Recent Accounting Pronouncements
Changes to GAAP are established by the Financial Accounting Standards Board (“FASB”) in the form of accounting standards updates (“ASUs”) to the FASB’s Accounting Standards Codification. The Company considers the applicability and impact of all ASUs. While management continues to assess the possible impact of the adoption of new accounting standards and the future adoption of the new accounting standards that are not yet effective on the Company’s financial statements, management currently believes that the following new standards have or may have an impact on the Company’s consolidated financial statements and disclosures:
Accounting Standards Issued But Not Yet Adopted
In November 2023, the FASB issued ASU No. 2023-07, Segment Reporting (Topic 280): Improvements to Reportable Segment Disclosures. The ASU improves reportable segment disclosure requirements, primarily through enhanced disclosures about significant segment expenses. The standard is effective for fiscal years beginning after December 15, 2023 and interim periods within fiscal years beginning after December 15, 2024 with early adoption permitted. The Company does not expect the impact of the adoption of this ASU to be material to its financial statements or disclosures.

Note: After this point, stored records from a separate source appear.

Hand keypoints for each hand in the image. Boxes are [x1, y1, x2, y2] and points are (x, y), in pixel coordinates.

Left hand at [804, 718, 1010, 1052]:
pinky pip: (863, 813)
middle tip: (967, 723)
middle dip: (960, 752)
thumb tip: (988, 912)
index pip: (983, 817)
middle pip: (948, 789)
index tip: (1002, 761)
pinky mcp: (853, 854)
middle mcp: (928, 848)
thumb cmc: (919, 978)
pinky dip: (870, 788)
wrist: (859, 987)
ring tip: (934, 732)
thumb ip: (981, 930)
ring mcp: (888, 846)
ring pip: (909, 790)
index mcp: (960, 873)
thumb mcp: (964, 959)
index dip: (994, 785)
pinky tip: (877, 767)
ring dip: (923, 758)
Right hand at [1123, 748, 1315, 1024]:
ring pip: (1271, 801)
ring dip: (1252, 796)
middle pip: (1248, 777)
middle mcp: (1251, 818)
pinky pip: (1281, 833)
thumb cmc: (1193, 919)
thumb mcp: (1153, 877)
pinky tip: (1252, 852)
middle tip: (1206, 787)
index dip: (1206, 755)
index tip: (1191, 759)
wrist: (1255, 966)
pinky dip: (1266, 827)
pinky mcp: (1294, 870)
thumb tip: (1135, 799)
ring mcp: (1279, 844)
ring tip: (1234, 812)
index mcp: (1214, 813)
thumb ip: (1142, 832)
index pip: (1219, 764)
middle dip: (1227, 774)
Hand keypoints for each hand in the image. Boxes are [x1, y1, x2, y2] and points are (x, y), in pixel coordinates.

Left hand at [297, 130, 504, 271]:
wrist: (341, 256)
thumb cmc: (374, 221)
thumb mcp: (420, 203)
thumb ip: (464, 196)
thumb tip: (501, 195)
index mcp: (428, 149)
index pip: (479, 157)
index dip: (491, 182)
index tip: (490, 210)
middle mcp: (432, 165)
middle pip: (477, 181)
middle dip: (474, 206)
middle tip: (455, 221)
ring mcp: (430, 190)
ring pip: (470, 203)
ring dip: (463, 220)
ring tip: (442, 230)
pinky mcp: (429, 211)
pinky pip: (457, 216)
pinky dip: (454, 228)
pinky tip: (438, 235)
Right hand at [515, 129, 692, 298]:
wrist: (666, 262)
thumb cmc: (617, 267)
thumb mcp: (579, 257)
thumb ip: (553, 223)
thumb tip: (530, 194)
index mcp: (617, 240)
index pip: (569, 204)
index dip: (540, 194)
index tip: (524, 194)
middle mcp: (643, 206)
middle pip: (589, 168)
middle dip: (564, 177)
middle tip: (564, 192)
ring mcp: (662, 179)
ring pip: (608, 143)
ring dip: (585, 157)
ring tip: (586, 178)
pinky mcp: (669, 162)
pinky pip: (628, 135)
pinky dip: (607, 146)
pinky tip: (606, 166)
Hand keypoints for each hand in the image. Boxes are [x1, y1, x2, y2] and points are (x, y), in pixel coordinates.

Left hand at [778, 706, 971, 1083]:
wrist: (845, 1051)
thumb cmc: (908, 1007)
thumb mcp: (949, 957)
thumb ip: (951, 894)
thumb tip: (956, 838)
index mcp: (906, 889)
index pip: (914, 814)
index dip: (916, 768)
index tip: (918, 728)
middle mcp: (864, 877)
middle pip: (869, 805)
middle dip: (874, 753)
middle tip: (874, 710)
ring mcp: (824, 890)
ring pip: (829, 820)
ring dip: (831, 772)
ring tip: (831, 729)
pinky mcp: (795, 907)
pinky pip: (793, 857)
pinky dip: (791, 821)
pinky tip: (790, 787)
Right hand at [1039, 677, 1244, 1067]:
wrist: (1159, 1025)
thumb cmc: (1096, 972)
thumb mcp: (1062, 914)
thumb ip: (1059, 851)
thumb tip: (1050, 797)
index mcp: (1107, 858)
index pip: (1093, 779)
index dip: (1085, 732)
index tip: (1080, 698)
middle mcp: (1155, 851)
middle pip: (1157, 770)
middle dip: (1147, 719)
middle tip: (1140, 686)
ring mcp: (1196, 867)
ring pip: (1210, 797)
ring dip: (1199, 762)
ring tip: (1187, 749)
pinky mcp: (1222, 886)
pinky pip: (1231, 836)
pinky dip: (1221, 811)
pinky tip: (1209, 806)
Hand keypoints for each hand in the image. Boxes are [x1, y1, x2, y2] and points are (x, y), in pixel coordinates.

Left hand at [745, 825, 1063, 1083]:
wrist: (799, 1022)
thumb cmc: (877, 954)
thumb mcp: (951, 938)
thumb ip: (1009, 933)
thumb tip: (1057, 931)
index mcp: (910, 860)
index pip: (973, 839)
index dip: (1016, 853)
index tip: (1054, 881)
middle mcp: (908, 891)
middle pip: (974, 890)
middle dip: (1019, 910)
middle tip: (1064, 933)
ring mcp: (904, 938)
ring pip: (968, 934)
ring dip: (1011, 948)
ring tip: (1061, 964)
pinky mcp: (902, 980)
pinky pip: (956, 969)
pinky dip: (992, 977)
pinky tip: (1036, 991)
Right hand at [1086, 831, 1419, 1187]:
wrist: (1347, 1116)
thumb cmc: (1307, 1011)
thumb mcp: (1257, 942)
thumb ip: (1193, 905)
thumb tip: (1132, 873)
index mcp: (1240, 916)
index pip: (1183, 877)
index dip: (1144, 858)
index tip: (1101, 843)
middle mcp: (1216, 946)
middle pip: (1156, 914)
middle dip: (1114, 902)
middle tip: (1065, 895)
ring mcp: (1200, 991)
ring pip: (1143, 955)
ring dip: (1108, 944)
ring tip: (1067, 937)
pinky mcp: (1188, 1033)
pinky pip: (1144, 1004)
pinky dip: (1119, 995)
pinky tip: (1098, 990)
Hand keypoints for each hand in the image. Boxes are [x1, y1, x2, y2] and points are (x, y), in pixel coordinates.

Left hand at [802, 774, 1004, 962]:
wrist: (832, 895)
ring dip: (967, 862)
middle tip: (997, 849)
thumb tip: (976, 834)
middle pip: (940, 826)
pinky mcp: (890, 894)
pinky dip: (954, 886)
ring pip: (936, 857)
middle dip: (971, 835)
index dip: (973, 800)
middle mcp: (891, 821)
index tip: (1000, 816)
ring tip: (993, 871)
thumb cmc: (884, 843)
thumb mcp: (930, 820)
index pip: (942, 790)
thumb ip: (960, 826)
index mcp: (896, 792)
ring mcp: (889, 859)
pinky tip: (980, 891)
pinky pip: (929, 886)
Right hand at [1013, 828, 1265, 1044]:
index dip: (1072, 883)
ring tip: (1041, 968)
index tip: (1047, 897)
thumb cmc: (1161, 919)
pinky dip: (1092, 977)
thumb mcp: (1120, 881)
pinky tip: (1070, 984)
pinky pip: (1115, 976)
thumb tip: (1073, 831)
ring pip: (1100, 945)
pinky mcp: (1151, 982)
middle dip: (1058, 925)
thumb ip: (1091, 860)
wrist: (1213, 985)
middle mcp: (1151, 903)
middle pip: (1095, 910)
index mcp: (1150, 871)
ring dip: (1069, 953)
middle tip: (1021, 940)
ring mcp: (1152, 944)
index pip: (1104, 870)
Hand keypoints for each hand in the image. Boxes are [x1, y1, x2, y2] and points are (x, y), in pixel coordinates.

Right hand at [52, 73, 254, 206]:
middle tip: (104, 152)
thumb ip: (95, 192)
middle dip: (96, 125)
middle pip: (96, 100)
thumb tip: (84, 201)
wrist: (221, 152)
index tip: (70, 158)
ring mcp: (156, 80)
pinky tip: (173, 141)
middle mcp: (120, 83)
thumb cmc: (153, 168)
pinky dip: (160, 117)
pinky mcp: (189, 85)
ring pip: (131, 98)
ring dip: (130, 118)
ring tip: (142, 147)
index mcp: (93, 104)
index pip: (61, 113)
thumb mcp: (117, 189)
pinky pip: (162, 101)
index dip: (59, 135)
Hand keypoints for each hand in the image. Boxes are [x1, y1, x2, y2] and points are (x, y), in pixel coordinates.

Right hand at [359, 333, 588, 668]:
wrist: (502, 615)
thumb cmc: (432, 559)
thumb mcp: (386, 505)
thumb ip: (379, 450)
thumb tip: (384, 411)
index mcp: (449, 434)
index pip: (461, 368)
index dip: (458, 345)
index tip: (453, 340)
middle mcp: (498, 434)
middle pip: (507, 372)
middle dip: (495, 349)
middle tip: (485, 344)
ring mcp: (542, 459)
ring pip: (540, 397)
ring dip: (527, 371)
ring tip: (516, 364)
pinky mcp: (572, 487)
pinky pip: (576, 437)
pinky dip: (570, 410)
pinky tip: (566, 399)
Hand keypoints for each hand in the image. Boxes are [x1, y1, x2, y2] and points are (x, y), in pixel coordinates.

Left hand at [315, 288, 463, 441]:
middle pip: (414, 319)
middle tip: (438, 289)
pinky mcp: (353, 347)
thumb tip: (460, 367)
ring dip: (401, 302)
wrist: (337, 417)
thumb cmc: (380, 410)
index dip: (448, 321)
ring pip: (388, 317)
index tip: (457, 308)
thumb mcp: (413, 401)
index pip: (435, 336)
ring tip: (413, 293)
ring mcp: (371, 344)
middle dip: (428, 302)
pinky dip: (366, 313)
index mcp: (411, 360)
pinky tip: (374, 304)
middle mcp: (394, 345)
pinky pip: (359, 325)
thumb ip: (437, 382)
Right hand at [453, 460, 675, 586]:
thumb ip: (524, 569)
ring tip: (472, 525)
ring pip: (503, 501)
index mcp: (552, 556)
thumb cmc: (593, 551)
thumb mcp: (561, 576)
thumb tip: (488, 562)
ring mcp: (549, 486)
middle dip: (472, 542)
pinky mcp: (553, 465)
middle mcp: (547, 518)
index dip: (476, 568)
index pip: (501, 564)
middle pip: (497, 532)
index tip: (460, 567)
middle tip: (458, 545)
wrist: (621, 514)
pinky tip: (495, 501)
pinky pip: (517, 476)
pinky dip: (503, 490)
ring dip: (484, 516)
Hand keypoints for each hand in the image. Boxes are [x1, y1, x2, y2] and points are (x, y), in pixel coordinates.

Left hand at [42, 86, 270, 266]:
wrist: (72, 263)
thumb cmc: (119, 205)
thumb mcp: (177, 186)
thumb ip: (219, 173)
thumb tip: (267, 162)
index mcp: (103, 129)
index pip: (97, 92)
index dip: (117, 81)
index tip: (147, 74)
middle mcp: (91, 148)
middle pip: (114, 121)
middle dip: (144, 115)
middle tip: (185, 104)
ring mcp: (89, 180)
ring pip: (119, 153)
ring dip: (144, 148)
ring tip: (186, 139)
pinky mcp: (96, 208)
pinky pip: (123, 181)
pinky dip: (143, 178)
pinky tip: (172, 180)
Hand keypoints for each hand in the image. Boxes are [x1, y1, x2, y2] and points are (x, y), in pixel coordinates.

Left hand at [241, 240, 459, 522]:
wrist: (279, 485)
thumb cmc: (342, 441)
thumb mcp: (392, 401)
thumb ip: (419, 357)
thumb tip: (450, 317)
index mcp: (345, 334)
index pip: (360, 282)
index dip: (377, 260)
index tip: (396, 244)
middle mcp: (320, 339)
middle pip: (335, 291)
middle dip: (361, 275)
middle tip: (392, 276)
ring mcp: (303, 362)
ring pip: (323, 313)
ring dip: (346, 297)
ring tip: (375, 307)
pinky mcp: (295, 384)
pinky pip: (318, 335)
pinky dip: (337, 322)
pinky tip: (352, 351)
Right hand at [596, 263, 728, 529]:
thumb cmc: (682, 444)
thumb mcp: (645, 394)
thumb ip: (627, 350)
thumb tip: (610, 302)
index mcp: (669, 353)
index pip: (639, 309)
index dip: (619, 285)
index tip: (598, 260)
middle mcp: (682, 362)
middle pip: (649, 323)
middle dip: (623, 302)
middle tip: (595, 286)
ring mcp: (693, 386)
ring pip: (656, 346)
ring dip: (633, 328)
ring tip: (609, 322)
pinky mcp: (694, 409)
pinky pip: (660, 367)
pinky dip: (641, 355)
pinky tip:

In December 2023, the FASB issued ASU No. 2023-09, Income Taxes (Topic 740): Improvements to Income Tax Disclosures. The provisions of this ASU are intended to enhance the transparency and decision usefulness of income tax disclosures to address investor requests for more transparency about income tax information through improvements to income tax disclosures primarily related to the rate reconciliation and income taxes paid information. The standard is effective for annual periods beginning after December 15, 2024 with early adoption permitted. The Company does not expect the impact of the adoption of this ASU to be material to its financial statements or disclosures.
Management does not believe that any other recently issued accounting standards that are not yet effective are likely to have a material impact on the Company’s financial statements.